Nah. The Ford Pinto laid the groundwork for the NHTSA's regulatory control of forced recalls. The only way this thing doesn't get recalled for being dangerous is if Musk's D. o. g. e manages to undercut or defund the NHTSA.

Additionally, other countries with better regulatory bodies won't even allow it to be sold or will require mandatory recall of these vehicles which means the end of the cyber truck. They can't even sell them because people don't want them.

The other thing is that insurance companies can absolutely refuse to insure them and if I'm honest, they may be the main reason that the NHTSA doesn't back down from regulating them (insurance companies are a powerful lobby, and they absolutely can countermand the automotive lobby in some cases).

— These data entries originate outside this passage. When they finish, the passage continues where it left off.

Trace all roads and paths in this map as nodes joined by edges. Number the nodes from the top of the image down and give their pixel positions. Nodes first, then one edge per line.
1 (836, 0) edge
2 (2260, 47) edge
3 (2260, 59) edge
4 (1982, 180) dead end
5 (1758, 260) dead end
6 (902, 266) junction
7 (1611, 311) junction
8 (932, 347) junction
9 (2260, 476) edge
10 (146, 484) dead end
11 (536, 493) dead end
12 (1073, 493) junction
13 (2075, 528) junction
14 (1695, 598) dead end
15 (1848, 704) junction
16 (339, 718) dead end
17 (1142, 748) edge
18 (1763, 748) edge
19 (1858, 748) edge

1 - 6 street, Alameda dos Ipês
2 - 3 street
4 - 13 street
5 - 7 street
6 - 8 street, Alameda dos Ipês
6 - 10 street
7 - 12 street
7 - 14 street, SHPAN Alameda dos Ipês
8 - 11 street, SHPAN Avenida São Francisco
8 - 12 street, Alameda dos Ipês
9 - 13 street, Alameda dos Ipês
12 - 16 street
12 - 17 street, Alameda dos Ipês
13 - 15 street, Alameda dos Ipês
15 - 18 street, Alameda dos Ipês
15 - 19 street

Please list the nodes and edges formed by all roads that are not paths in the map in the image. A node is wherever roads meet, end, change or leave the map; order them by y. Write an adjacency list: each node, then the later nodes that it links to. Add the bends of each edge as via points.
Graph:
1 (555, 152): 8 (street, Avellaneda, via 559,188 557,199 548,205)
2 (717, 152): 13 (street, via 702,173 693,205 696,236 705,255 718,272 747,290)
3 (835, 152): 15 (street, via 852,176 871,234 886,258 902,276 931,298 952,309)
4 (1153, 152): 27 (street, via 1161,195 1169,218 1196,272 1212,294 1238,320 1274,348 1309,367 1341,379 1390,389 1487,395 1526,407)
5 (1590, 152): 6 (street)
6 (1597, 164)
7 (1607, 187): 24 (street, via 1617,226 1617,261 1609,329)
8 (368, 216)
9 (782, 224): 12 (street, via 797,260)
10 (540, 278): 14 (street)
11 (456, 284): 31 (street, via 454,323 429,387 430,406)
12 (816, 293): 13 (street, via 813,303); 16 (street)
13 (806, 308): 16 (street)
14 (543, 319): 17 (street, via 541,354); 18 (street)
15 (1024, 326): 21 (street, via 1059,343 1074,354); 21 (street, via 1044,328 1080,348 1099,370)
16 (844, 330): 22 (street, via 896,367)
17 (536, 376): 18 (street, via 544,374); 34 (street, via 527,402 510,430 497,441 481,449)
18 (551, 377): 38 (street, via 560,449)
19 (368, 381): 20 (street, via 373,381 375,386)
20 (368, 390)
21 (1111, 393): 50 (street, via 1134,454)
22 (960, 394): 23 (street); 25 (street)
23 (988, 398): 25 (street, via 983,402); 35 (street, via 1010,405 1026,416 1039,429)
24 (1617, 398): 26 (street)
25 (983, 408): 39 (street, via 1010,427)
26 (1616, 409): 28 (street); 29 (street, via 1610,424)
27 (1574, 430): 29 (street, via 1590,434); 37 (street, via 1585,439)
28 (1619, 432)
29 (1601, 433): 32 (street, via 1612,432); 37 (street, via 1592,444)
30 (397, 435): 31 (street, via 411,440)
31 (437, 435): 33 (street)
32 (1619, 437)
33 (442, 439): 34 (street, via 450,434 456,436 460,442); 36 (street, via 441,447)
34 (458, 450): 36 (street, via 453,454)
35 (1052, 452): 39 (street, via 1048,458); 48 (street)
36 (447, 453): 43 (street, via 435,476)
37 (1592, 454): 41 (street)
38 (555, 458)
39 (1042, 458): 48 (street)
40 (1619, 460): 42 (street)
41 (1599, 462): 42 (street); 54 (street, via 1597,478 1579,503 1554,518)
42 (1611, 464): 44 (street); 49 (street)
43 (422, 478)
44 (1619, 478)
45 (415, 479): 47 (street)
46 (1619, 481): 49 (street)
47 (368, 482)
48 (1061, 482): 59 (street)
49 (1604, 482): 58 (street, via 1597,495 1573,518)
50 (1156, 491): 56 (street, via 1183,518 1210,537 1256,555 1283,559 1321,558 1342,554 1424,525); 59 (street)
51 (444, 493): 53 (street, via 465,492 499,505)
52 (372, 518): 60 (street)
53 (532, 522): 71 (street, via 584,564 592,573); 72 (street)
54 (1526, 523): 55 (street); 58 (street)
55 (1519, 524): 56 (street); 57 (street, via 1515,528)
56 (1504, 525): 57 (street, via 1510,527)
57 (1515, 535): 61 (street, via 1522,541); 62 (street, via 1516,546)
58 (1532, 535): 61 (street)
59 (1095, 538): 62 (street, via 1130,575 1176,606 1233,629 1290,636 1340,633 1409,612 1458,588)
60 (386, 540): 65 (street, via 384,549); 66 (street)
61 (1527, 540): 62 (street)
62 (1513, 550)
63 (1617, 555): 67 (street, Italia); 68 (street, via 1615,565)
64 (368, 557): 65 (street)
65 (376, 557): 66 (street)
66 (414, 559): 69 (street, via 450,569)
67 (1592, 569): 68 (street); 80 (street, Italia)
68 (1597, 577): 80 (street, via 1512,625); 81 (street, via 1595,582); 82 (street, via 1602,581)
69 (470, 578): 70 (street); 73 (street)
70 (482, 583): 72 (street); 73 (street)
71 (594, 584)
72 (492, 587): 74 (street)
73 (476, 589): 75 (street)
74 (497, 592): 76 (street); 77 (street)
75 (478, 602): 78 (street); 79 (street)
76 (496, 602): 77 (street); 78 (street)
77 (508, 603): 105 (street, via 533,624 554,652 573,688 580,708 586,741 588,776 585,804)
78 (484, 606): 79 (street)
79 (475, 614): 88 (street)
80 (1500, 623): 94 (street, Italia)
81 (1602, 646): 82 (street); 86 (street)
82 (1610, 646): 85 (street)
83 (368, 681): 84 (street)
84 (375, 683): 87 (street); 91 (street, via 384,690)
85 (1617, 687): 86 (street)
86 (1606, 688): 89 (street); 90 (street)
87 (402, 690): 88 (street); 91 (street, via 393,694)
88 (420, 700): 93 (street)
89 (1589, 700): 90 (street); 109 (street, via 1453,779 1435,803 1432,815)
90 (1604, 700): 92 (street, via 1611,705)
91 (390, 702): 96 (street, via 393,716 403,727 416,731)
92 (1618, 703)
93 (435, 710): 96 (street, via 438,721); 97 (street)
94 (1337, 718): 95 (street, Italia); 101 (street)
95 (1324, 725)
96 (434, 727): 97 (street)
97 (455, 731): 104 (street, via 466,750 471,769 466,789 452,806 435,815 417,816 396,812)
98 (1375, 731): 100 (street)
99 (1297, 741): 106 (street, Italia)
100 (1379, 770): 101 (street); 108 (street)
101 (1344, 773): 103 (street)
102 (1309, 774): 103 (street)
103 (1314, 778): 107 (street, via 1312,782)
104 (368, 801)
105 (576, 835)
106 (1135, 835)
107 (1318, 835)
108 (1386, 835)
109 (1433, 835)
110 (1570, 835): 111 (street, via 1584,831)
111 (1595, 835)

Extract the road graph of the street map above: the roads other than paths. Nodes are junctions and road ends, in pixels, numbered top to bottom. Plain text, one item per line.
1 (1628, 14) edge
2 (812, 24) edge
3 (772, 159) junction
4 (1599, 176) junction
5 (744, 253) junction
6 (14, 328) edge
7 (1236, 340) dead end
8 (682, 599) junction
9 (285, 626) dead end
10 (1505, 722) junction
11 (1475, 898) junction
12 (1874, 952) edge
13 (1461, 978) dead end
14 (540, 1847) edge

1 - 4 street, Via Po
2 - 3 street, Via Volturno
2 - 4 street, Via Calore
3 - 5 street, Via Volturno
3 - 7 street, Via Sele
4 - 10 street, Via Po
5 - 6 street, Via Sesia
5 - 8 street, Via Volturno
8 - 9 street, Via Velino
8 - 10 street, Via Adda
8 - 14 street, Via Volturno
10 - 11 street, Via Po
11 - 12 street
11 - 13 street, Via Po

My point is, it's more complicated than just "Musk is a government official now, and historically dangerous cars weren't recalled".

[–] [email protected] 14 points 1 month ago (1 children)

I believe they're absolutely not street legal in the UK, nor in the EU. Those were never "ridiculous sized trucks" Walhalla to begin with (although I see more Rams than I care to, these days), so there's roughly zero chance those things will become mainstream here.

Heck, we have rain here, that's enough of a wankpanzer repellant.

[–] [email protected] 5 points 1 month ago (1 children)

They haven't been banned from sale in the UK or EU so far as I can tell, according to the article.

But the relevant safety organizations and municipalities have been impounding them when they show up, so that's something.

[–] [email protected] 8 points 1 month ago

They don't have to explicitly ban the Cybertruck if it doesn't pass the existing regulations. It's not legal to drive in UK/EU. You could buy one for display-only or something I'm sure.